Bookmark #327

Maybe the cost of moving forward was to spend time and live both in the past and the future simultaneously. This was as true for people as it was for countries and societies. I think of this strand of thought, unravelling it as I wait for my train on a dilapidated platform in a crowded railway station with trains that belong in a museum standing on one side and those which came right out of a factory on the other. People seldom realise this contrast framed right before their eyes. Perhaps, because they have places to be. We never stop to look around when we’re rushing towards something. Running towards something, however, did not guarantee moving forward. For that, we had to be okay with what came before and the possibility of what could happen next. To move forward was to be present in every sense of the word. You had to be in the moment, not lost but aware.

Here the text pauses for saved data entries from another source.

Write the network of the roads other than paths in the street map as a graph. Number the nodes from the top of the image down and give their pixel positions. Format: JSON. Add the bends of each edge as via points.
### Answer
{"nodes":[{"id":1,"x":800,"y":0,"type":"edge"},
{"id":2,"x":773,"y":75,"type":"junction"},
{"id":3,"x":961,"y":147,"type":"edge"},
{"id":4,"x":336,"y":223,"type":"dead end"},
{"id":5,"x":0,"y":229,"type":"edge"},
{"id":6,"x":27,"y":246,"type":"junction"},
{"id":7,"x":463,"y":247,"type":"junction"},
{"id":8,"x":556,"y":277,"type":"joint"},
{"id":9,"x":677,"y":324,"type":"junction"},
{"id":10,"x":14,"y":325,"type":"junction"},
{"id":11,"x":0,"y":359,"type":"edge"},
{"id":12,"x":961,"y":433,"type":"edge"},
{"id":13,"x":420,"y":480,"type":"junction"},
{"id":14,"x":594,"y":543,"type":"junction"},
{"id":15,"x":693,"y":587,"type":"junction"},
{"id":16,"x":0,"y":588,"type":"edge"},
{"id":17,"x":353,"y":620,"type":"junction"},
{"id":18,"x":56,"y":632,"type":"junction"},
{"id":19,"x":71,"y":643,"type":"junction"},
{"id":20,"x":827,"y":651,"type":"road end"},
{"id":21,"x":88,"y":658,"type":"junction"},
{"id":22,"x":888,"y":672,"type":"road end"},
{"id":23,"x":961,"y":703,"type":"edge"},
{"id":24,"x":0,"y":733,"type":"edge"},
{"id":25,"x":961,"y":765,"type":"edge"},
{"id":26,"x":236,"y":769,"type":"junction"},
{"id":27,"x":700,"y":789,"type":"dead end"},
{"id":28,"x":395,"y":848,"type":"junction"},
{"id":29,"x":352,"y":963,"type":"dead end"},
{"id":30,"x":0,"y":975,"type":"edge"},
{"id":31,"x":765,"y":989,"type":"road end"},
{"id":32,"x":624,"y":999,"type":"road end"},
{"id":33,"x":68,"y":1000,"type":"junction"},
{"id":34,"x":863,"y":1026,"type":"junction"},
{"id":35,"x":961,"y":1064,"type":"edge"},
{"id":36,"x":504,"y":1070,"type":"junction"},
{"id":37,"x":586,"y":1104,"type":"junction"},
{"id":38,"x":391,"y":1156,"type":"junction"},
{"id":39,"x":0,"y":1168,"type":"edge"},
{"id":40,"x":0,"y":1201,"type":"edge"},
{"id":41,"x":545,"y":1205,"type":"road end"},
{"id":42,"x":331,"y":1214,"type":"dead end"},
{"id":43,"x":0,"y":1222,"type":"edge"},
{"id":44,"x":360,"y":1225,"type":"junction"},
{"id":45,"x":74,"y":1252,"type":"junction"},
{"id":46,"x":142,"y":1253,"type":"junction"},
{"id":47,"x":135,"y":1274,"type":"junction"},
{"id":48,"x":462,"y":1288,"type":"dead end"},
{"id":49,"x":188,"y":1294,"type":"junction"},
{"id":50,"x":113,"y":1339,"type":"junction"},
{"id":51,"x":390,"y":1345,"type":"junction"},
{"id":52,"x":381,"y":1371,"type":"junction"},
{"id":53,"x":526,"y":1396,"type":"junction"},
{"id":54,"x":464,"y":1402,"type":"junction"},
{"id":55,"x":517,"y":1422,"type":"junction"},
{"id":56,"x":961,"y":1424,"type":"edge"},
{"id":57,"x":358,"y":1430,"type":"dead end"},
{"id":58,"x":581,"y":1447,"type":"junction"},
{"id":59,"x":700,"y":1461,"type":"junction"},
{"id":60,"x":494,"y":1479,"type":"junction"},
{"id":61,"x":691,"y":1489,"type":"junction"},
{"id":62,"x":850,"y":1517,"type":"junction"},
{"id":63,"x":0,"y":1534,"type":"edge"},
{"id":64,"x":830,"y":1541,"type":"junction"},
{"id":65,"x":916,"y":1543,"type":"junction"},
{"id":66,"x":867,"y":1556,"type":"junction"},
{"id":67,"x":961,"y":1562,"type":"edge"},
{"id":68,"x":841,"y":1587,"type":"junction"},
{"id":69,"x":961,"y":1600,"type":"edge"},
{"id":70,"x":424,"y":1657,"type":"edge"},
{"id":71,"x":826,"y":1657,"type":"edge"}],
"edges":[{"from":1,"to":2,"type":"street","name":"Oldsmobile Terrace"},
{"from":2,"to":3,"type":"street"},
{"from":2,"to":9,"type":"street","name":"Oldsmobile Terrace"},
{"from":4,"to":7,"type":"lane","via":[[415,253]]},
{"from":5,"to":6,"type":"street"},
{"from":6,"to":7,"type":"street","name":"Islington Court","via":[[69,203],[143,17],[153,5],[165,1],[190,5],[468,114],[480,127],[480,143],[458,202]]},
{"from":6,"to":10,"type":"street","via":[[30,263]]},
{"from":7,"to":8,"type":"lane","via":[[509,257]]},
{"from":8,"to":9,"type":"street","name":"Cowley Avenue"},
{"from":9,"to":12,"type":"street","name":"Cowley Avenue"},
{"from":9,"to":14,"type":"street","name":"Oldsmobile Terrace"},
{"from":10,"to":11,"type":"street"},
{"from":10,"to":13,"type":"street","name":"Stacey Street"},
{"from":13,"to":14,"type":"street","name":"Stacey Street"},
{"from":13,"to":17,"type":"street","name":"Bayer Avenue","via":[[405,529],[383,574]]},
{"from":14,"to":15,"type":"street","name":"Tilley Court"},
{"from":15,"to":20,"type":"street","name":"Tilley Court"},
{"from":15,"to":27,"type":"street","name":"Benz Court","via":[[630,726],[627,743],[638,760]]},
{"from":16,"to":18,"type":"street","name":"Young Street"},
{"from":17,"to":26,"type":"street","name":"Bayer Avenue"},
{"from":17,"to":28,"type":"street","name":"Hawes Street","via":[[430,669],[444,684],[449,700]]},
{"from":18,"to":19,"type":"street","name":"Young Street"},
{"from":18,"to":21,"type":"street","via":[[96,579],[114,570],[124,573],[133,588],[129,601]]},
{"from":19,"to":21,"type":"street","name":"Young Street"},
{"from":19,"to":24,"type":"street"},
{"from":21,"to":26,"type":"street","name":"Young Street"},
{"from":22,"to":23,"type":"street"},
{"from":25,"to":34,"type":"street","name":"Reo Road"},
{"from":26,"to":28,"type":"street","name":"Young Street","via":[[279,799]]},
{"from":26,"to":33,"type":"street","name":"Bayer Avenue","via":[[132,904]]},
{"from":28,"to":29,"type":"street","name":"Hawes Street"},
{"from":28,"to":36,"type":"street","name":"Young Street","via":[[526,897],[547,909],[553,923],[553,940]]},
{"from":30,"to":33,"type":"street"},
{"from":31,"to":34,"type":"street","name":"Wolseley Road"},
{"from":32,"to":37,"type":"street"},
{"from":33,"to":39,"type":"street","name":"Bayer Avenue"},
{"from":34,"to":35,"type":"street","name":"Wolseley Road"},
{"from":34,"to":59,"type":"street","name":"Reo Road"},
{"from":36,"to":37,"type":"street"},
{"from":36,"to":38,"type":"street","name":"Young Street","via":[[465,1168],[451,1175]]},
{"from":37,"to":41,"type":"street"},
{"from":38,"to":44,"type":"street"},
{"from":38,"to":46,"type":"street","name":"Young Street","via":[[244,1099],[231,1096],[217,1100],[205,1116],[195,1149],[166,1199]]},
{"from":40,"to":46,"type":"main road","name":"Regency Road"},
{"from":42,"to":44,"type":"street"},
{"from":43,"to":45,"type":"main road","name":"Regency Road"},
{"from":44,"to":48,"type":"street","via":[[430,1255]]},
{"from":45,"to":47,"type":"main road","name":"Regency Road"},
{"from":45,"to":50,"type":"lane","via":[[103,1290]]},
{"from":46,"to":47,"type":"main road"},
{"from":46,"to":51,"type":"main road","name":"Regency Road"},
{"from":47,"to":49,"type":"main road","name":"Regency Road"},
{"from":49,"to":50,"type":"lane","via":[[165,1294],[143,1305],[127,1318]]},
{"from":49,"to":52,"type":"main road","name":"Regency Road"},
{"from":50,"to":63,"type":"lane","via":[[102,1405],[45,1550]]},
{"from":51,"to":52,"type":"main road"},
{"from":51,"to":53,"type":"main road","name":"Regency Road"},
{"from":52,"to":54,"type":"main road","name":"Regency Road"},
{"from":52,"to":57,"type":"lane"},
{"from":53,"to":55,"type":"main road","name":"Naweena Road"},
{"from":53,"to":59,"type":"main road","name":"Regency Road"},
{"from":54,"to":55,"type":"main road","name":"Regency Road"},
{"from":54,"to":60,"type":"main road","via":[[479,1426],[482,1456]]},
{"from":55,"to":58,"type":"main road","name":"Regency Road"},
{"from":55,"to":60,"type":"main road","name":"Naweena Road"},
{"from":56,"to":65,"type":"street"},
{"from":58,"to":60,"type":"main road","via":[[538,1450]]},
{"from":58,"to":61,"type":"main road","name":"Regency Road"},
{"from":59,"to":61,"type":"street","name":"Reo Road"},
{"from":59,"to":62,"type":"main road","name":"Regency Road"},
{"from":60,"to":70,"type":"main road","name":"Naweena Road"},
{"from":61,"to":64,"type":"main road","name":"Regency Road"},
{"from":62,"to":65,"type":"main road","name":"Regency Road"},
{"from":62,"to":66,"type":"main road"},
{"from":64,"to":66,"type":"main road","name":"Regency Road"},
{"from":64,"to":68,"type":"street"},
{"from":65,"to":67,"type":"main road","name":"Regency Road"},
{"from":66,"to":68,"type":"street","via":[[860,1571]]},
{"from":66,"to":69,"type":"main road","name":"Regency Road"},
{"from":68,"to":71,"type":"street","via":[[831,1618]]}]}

As much as I tried to continually move forward, it was easier said than done. It was a fruitless attempt. You had to be present to protect your state of mind from the pull of the past and the desire of the future. I was always in a state of present aloofness. I was there, but I was almost always somewhere else, too. Often, I was at the desk writing still. That is not to say I did not know how to move forward. For all my words about the past, I did not quite care about it. For all my imagination, I barely thought about what could happen next. All that had happened, had happened. There was nothing I could do about it. All that could happen, would happen regardless of how much I wanted things to stay the same. We could not halt the flow of time without consequence.

I think of this for a little while. Inspired by this sudden epiphany, this newfound clarity that visits me now and then, I look around, forgetting I have a train to board for a second. I look at the surroundings, the tracks running long till as far as I can see. I look at all the people. I see myself in all of them—so many different journeys, all heading in the hope of happiness. Just then, an announcement for my train’s arrival echoes through the speakers.

Like all times before, I lose the perspective; I have a train to catch, I tell myself.